Define Irony: Analysts Who Overestimated Stock Returns By 10% See 10% Gain Ahead For Very Same Stocks

As I think I’ve made abundantly clear by now, you should take analysts’ “projections”  with a grain (or perhaps a whole shaker) of salt.

The truth is, no one can predict where a stock will trade in one month let alone one year. The same goes for macro forecasts. Sure, the Street will cite things like DCF models or SOTP analyses on the way to justifying their price targets, but in reality, the factors that influence stock prices can very often be characterized in retrospect as black swan events.

Just as “life is the cumulative effect of a handful of significant shocks,” (to quote Nassim Nicholas Taleb), asset prices are ultimately determined by a series of largely unforeseen events.
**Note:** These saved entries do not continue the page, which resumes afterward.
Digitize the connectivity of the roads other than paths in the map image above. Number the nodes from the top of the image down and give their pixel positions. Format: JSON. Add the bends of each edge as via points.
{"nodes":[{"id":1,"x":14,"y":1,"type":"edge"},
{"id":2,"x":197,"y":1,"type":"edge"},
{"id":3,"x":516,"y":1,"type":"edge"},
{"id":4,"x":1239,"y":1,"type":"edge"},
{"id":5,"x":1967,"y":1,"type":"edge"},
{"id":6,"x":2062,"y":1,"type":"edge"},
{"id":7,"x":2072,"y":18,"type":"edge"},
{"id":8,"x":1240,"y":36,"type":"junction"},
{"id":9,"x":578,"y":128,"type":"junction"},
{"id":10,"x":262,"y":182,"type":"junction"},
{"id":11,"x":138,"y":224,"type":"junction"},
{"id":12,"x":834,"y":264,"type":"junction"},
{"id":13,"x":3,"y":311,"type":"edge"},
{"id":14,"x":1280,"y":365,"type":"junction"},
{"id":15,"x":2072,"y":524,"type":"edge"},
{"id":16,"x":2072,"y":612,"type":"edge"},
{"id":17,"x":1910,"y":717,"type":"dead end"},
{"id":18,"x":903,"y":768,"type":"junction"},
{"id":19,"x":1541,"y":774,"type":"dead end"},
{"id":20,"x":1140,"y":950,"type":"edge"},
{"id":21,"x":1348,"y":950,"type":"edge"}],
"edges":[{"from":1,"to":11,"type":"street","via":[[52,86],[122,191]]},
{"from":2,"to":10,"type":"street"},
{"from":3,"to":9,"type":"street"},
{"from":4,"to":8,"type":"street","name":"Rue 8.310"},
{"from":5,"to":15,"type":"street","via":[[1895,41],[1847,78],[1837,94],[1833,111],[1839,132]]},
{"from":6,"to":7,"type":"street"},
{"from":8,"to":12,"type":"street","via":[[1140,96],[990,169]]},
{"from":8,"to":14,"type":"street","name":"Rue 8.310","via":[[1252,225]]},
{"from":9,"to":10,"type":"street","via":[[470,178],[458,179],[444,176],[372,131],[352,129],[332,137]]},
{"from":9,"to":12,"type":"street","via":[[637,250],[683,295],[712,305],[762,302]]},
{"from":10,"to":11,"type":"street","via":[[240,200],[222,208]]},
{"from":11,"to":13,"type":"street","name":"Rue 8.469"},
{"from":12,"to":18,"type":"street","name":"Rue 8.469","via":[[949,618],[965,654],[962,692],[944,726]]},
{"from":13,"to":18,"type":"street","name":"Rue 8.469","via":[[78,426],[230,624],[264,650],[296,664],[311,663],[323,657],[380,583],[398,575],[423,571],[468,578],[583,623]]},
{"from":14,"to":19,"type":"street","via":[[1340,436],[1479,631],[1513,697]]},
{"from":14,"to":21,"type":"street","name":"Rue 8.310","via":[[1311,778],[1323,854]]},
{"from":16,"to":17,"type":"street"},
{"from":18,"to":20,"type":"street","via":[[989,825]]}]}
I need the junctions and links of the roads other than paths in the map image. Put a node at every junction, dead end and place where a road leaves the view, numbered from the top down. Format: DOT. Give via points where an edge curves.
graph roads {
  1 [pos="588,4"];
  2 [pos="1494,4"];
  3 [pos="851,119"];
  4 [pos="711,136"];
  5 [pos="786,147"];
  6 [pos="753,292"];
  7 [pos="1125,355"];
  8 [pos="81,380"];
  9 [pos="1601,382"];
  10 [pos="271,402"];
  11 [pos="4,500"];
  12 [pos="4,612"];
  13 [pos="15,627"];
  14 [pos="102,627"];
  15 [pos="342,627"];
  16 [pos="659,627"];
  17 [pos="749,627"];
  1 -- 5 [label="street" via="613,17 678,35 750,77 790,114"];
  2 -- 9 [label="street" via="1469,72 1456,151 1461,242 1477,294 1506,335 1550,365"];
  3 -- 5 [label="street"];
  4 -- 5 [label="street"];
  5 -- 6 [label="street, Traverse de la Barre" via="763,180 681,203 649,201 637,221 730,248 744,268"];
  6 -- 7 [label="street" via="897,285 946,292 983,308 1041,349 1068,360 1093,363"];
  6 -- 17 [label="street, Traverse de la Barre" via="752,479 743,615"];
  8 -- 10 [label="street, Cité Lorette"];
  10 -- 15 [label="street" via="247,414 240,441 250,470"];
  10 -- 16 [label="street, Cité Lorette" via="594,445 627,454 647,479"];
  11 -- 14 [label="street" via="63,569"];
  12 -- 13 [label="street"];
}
Or else by a series of events that if we did see them coming, not enough of us acted on our predilections to dampen their influence.

As I wrote in “Don’t Be A Monkey: Changing The Meaning Of ‘Actionable’ Research,” if Tesla’s autopilot causes a 100-car pile up next week, killing a school bus full of first graders in the process, all of your calculations will amount to shit when it comes to determining where the stock trades.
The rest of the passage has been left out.